As you can see from the picture, SMART stands for "State Messaging (and) Archive Retrieval Toolset." All in all, it's like Microsoft Outlook on steroids. The State Department has been around for awhile, and the idea of sending 'cables' between posts and back to Washington is certainly not a new one. A few years ago, it changed from a "received, printed, and hand delivered" system into an "integrated into your desktop" system. Fortunately for us IMSers, that means we no longer have to handle all cable traffic, and we can instead just set up filters to direct messages appropriately. Of course, if you're anything like me, you're probably asking why we need cables at all, hasn't e-mail pretty much filled that niche? Well, I'm glad you asked. Cables are more formal, searchable in a permanent archive, and represent 'official' communications. All in all, it's just one more facet of our job overseas.

Next week, Memorial Day and week one of Simulated Operations (SIMOPS).

Saturday, May 17, 2014

Week 11 of Training: Backups, Backups, BACKUPS!

Things are definitely coming to a close. We just wrapped up our week of training in the backup software we'll be using at post. First, let me just say that this is some of the most user friendly backup software I've ever used, short of VM snapshots. I mean, it'll be even better when we don't have to deal with tapes... but they're getting phased out as we speak, so that's something to look forward to! The course was mostly self-led-studying as we worked our way through the labs. Our instructor wrote the book, which was outstanding, and the class went pretty quickly. Many of us repeated the labs 'closed book' several times through the week and still had spare time to take care of errands.
On an unrelated note, I feel like I'm slowing down in my enthusiasm for our training. It's not that what we're doing now is any worse or less interesting... but I think everyone in my class is just... ready to go to post. I really feel for the folks that aren't leaving until August (or later)! Things are speeding up for my family, we've been scrambling to try to prepare for packout, nail down our flights, schedule the rest of our time in the US (between visiting family, people visiting us, and necessary errands) and we're even trying to hire household staff from departing officers in Chennai... It seems like we have so much to do, it's hard to keep up, and that doesn't even count our standard "chasing around a 1 year old" duties!
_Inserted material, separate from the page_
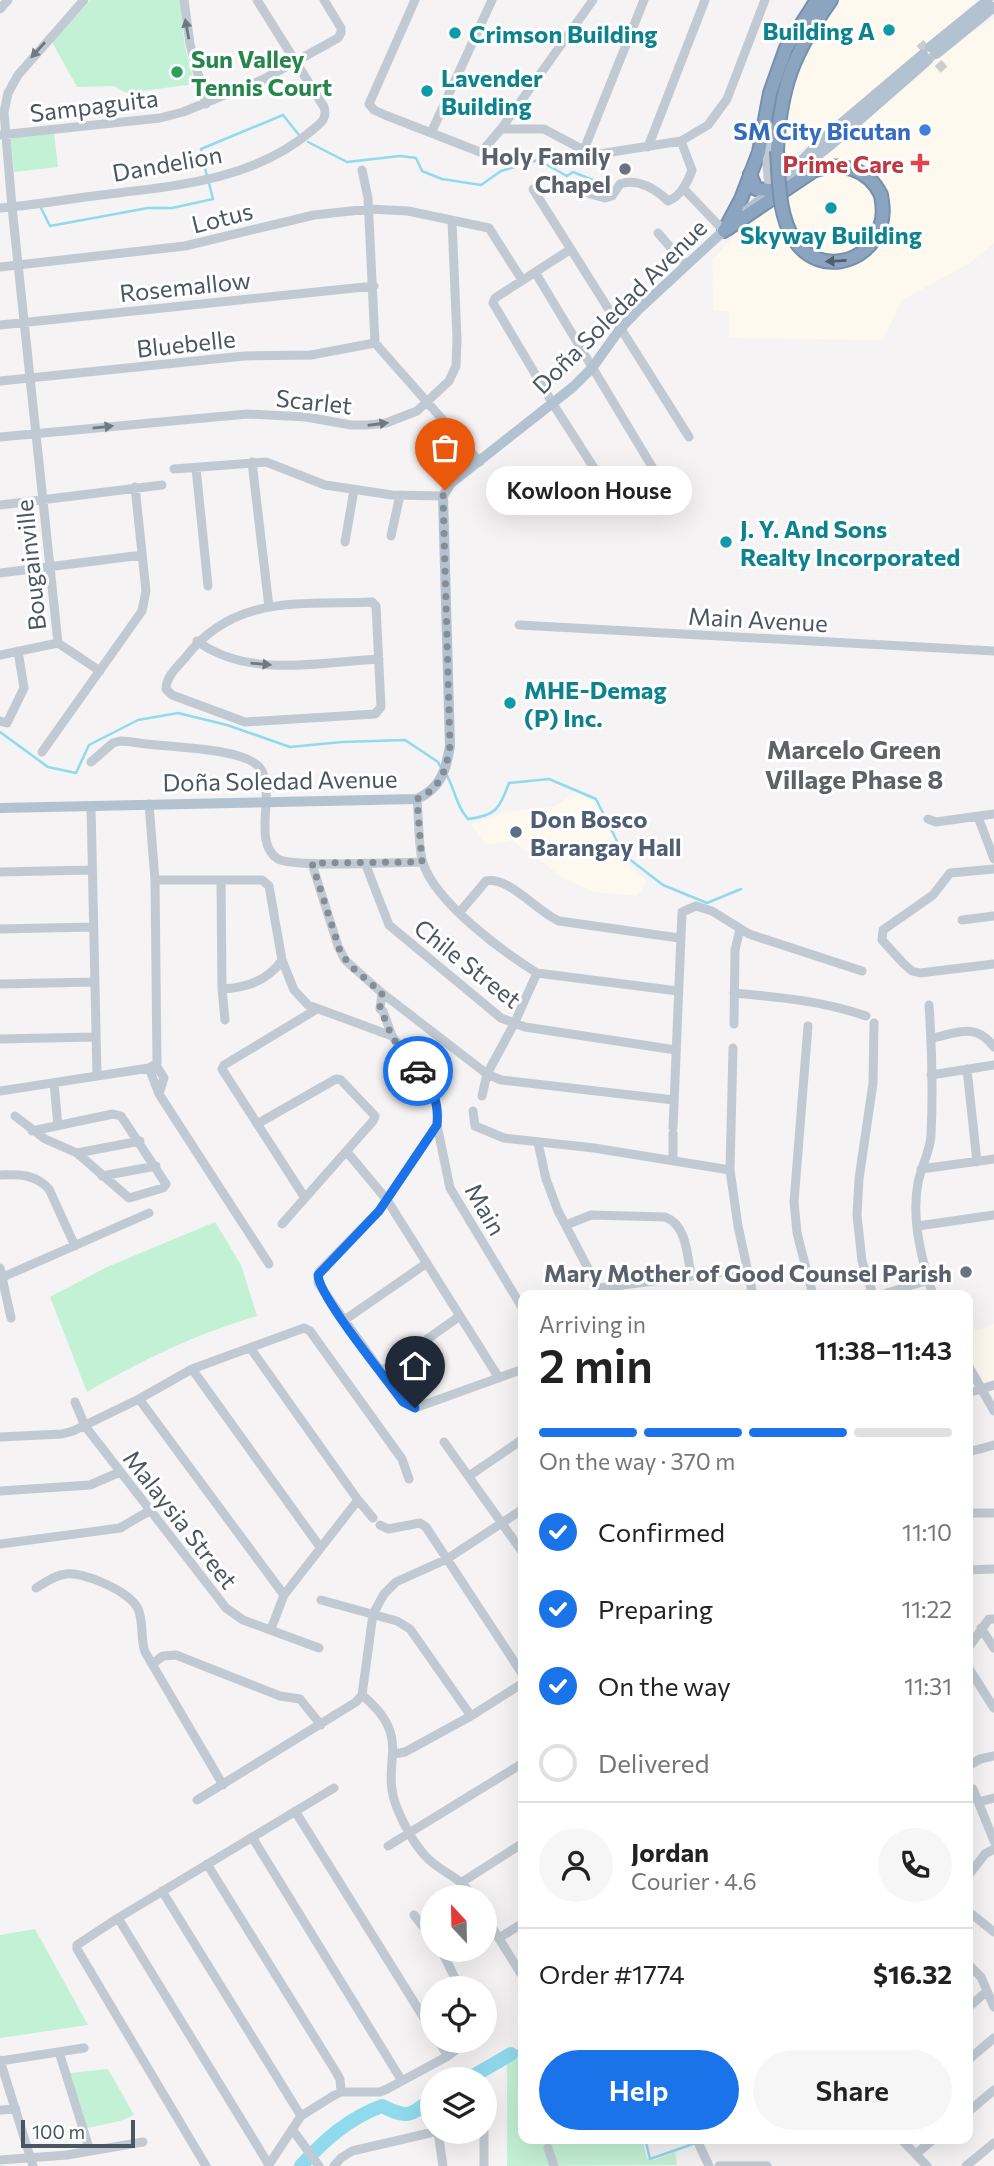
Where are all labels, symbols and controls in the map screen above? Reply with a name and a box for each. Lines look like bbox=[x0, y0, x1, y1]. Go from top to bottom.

Well, as people keep telling me... it's not long now. They're probably right, 6 weeks still seems like a long time, but I imagine we'll be on the plane before I know it. Next week is dedicated to learning (how to be?) S.M.A.R.T., which is pretty much the system that replaced the system that replaced telegraphs... tune in next time?

Wednesday, May 14, 2014

Our Housing Assignment is in!

It's official, we've been assigned a place to live in Chennai! Huzzah! It came with good and bad news. The good news is we're centrally located; have more bedrooms, bathrooms, and square footage than we've ever had before; and our apartment is currently being renovated! The bad news is, it won't be finished until a few weeks after we arrive... oh yeah, and even more egregious... there are currently no pictures. I guess we'll live, but it is always cool to scope out a place before you arrive! Anyway, after a bit of confusion (eventually cleared up by the General Services Office (GSO) employee that sent us the assignment), we were able to find the place on Google maps and voyeur it up (from a pretty low resolution) using Satellite view and "explore the area." There are a handful of restaurants and whatnot within easy walking distance (our first priority on the housing survey), so I was able to check out some of the local eateries (with websites). We were never really nervous about our housing, but it's nice to check that pre-departure box. Also, I am very excited to be 10-15 minutes from work, especially after the past few months of mind-shattering commuting.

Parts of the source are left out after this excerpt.